Chapitre 12 : Troublé
Write by Chrime Kouemo
Simon coupa le contact sur le moteur de son véhicule et resta plusieurs secondes immobile. Dans moins de cinq minutes, il était attendu chez Esther pour dîner et faire connaissance avec sa grande sœur. Quelques jours plus tôt, il se réjouissait de cette nouvelle étape dans leur relation, il était sûr de son choix et projetait même de faire officiellement sa demande pour la fin de l’année.
Mais, tout ça c’était avant qu’il ne commette une énorme bêtise en couchant avec Denise. Qu’est ce qui avait bien pu lui passer par la tête ? Après avoir ruminé pendant plusieurs jours, la réponse tardait toujours à faire jour en lui. Bien au contraire, son esprit ne cessait de lui envoyer des flashes de ses ébats avec sa voisine, et ce, même aux moments les plus inopportuns. C’était tellement intense qu’il avait l’impression de revivre toutes les sensations qu’il avait éprouvées en la faisant sienne. Sa peau ferme et douce qui semblait s’échauffer au contact de ses doigts. Les soupirs et les gémissements qu’elle laissait échapper quand il se mouvait en elle et qui résonnaient telle une mélodie envoûtante.
Il s’ébroua comme un chien pour chasser ces pensées malvenues. Denise et lui étaient d’accord sur un point : c’était un non événement, donc à bannir complètement de sa mémoire. Enfin... plus facile à dire qu’à faire pour le moment, mais c’était certainement une question de temps.
La porte d’entrée de l’appartement s’ouvrit sur une Esther souriante et toute en beauté dans son élégant kaba ngondo au tissu à fleurs roses. Elle pressa tendrement ses lèvres sur les siennes puis le laissa s’avancer dans le salon.
Une femme qui était la copie de sa compagne en légèrement plus corpulente était assise sur le canapé, les jambes tendus croisés devant elle. Esther fit les présentations et Pauline l’accueillit chaleureusement. Les deux sœurs se ressemblaient de façon impressionnante : mêmes yeux, même sourire, même voix et même gestuelle.
— Nous sommes comme des jumelles hein ? S’amusa Pauline en interceptant son regard alors qu’ils prenaient place autour de la table pour manger.
— Je pense qu’on a souvent dû vous le dire, non ?
— Au lycée à Bafia, les nouveaux venus ne nous croyaient pas quand on leur disait que trois années nous séparaient.
— Je te crois dans discuter.
— Alors, c’est donc toi Simon, c’est toi qui as ravi le cœur de ma petite sœur ? Lança t-elle en glissant vers lui l’assiette de bouillon de viande qu’Esther venait de poser sur la table.
Il offrit un sourire crispé, ne sachant quoi répondre sur le moment.
— Avec les parents, on commençait à désespérer qu’Esther trouve enfin quelqu’un qui l’intéresse.
— Ah bon ? Fit-il d’un ton qu’il trouva un peu simplet.
— N’exagère pas non plus , Pauline, répliqua Esther à sa sœur, les sourcils froncés, avant de lui adresser un sourire lumineux.
Il se sentait de plus en plus mal à l’aise, le dossier de sa chaise lui semblait soudain trop raide.
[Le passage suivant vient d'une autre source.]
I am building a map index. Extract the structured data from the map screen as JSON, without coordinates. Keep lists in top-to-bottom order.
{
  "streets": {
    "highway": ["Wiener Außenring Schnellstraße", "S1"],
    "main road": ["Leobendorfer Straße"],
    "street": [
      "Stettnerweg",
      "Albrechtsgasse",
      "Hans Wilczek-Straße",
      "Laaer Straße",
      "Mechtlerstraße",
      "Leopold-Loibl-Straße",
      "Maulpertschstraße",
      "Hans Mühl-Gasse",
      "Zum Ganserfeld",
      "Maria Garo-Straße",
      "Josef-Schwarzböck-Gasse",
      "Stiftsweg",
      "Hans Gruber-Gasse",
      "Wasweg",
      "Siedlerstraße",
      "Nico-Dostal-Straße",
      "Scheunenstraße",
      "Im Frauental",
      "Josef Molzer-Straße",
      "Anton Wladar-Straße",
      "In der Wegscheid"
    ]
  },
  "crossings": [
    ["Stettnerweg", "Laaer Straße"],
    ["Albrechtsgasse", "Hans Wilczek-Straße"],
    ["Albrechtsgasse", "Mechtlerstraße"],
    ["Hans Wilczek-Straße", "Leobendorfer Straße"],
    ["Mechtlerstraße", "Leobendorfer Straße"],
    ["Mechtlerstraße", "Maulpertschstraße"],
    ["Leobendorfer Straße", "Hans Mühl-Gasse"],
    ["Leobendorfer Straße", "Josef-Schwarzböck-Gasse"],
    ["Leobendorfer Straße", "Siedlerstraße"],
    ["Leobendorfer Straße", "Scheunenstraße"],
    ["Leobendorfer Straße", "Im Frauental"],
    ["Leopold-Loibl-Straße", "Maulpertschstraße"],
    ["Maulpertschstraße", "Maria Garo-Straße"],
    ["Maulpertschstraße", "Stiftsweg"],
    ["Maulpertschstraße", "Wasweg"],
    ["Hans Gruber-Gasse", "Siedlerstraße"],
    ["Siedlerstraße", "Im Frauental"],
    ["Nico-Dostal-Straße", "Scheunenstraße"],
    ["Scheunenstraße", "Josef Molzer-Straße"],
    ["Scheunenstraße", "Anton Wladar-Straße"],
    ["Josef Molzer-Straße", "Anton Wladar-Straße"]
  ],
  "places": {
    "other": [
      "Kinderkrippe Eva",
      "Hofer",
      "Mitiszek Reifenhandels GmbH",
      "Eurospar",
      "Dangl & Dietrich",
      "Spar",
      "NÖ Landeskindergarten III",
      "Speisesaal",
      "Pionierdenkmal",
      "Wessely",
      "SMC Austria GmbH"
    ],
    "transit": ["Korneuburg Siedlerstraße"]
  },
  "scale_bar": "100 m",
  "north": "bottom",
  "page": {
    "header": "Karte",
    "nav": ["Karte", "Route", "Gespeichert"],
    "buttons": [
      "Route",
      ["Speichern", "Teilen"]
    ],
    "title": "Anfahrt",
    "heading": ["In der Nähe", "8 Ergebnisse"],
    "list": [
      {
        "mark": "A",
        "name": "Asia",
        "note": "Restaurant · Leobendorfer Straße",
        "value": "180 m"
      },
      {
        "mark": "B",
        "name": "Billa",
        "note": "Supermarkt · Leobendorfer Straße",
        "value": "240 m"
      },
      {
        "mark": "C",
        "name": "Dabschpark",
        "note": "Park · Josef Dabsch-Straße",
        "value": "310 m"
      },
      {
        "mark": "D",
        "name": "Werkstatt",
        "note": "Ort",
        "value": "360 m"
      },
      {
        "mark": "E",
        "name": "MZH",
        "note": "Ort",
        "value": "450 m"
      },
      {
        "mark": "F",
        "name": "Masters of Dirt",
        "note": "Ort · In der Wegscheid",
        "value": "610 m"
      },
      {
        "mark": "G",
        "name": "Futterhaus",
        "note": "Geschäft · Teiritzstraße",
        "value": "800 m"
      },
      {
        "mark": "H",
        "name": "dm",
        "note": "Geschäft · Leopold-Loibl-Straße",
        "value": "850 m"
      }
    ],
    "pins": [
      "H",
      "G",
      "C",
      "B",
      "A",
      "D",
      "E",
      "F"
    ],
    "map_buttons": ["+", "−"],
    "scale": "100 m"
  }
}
Il avala avec difficulté le morceau de plantain qu’il mastiquait pourtant depuis plusieurs secondes.
— Ah oui ! Que j’exagère ? Attends un peu quand tu vas apprendre la nouvelle à maman.
— Bon... Je reconnais quand même que j’étais un peu exigeante, dit Esther avec un petit rire dans la voix.
Elle posa sa main sur la sienne; ses grands yeux énamourés lui disant qu’il remplissait ses exigences.
La fin du repas fut extrêmement pénible. Pauline le mitrailla de questions sur son travail, sa famille, les activités de sa coopérative. Il y répondit avec l’impression d’être dans Questions pour un champion avec un Julien Lepers au féminin.
Durant tout le reste de la soirée, il dut faire des efforts considérables pour participer à la conversation en prenant un air enjoué. Sa conscience le tarabustait, lui soufflant qu’il était un usurpateur, un imposteur. Esther était une femme pleine de valeurs et de principes qui méritait un homme digne de tout ce qu’elle avait à offrir. Il pensait être cet homme, mais sa petite incartade était venu tout mettre sens dessus dessous.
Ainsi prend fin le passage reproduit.